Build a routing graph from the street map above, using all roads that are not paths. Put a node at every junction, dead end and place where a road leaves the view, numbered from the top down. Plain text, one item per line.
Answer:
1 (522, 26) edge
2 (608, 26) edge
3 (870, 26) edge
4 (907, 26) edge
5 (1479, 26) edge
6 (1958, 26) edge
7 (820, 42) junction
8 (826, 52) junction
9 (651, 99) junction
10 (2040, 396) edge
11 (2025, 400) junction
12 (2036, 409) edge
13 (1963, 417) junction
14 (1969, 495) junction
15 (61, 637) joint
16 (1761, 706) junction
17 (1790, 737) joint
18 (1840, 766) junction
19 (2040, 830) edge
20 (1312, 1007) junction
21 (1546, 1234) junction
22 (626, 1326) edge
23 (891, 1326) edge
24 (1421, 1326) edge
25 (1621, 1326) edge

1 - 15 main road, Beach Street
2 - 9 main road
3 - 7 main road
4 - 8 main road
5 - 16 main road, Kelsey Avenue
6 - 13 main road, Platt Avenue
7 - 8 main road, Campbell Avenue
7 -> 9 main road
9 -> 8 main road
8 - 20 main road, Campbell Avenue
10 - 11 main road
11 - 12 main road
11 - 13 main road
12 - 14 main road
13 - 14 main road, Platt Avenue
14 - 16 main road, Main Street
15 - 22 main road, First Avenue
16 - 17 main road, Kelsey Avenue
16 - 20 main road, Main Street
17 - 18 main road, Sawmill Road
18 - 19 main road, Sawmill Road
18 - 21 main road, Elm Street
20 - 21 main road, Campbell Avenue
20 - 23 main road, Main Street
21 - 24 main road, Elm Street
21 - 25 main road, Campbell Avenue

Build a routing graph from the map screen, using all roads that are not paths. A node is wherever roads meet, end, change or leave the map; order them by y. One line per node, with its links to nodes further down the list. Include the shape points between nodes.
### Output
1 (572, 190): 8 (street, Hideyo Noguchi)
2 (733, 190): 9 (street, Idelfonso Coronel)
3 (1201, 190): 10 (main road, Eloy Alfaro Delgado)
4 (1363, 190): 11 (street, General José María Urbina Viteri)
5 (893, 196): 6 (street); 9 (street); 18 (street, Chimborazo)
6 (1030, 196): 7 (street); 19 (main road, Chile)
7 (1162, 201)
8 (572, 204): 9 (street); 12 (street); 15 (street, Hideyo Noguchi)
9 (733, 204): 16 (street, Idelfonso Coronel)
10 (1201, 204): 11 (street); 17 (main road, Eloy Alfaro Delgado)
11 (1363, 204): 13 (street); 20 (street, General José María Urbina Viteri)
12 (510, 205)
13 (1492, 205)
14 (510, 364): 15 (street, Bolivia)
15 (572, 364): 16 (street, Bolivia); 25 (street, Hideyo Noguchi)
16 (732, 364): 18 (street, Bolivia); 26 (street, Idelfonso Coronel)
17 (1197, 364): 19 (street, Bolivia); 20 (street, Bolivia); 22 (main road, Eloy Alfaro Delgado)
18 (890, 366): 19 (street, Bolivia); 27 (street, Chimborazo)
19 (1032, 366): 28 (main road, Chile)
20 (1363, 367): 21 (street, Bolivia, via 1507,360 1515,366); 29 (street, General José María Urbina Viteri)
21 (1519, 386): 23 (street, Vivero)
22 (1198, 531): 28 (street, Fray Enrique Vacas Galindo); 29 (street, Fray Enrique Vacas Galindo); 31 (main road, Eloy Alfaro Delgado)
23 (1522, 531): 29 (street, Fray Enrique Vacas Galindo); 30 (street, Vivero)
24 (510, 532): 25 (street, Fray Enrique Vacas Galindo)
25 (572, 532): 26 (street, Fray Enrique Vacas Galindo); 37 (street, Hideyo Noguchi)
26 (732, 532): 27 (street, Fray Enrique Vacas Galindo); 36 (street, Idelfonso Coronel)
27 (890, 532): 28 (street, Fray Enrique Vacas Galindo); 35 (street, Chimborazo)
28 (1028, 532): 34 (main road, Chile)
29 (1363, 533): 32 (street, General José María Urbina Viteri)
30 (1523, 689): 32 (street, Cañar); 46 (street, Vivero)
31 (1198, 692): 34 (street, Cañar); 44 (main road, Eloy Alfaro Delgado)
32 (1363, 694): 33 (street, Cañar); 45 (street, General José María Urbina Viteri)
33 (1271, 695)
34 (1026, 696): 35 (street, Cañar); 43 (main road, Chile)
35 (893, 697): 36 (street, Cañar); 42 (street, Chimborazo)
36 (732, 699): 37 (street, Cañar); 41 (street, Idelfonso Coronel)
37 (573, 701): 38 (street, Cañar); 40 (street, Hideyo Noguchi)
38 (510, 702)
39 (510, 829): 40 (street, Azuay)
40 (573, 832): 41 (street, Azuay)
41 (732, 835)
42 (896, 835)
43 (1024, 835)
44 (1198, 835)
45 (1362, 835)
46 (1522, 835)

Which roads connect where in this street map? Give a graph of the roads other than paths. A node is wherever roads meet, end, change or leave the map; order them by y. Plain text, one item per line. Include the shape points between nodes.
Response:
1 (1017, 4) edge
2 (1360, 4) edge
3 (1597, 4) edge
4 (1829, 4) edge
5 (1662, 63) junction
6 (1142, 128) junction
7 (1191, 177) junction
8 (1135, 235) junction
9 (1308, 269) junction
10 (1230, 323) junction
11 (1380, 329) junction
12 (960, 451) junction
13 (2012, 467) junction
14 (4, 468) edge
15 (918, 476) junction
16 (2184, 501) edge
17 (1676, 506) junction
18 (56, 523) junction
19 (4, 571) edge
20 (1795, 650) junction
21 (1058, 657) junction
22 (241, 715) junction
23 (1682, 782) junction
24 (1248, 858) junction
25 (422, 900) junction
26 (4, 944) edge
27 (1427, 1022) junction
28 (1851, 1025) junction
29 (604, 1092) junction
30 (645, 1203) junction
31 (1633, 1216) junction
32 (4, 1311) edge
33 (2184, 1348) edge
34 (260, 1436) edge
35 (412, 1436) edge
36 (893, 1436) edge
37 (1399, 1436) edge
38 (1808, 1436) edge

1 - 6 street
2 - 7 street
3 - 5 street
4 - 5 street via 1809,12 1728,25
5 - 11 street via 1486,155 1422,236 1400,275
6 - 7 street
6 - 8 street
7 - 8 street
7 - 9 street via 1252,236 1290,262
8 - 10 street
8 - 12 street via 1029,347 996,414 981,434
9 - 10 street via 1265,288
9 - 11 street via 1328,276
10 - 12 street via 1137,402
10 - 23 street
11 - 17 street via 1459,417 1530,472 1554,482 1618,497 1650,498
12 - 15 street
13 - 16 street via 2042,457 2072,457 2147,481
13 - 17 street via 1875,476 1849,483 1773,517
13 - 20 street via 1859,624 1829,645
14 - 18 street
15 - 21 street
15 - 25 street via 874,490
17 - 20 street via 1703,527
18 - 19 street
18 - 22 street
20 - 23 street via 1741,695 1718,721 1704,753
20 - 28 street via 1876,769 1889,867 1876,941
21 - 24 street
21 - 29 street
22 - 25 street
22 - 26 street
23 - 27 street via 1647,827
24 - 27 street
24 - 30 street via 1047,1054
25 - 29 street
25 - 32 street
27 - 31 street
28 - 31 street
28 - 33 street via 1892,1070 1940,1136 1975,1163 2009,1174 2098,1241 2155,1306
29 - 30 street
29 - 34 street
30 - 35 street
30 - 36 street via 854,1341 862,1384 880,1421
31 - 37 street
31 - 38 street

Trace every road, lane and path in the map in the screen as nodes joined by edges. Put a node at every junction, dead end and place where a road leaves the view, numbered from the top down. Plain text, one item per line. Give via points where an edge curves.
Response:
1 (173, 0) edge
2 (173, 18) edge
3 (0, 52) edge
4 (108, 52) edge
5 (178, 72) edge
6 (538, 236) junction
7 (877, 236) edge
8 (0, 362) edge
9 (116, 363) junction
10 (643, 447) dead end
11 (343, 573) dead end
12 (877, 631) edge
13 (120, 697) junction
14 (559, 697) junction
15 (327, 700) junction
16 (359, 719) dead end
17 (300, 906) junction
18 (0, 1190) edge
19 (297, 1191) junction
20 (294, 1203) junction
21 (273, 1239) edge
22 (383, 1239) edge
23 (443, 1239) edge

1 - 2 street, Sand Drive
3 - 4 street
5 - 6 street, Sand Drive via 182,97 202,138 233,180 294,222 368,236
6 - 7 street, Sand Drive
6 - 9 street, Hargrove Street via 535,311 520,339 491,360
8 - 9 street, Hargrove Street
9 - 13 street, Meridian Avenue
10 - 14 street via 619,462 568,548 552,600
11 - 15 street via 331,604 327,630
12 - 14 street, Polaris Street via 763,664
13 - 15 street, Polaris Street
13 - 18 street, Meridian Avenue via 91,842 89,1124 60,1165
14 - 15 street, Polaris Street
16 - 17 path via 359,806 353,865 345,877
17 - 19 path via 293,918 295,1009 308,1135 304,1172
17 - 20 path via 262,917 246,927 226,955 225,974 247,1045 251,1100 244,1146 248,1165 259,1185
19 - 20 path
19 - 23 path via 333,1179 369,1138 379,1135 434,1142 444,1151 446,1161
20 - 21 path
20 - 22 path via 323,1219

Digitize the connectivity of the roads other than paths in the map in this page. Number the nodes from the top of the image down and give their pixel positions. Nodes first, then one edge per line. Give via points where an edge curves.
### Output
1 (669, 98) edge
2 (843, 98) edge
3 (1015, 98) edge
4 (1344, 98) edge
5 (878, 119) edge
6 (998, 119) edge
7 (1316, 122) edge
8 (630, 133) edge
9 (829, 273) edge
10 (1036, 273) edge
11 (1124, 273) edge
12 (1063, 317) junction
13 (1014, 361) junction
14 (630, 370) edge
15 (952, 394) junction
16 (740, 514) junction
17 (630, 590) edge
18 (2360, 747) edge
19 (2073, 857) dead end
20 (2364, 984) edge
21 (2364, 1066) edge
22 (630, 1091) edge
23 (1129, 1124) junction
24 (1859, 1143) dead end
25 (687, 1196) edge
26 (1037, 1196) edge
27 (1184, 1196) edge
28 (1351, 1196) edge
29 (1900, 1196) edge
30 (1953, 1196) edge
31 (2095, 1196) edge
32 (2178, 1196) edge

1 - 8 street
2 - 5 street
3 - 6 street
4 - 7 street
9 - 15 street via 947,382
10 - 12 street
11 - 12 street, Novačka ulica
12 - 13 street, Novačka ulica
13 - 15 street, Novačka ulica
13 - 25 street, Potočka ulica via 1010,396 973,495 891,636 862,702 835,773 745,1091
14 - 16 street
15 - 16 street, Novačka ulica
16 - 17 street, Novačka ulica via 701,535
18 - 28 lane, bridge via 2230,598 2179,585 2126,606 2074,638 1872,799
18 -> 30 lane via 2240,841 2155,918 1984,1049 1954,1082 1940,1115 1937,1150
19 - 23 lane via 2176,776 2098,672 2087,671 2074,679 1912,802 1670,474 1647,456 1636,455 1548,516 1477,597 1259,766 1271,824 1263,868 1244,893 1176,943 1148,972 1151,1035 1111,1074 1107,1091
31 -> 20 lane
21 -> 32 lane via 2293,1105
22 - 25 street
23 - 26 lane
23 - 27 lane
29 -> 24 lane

=== Work to complete ===
Pull every line that holds the string "Avenue" out of the records.

=== Reply ===
5 - 16 main road, Kelsey Avenue
6 - 13 main road, Platt Avenue
7 - 8 main road, Campbell Avenue
8 - 20 main road, Campbell Avenue
13 - 14 main road, Platt Avenue
15 - 22 main road, First Avenue
16 - 17 main road, Kelsey Avenue
20 - 21 main road, Campbell Avenue
21 - 25 main road, Campbell Avenue
9 - 13 street, Meridian Avenue
13 - 18 street, Meridian Avenue via 91,842 89,1124 60,1165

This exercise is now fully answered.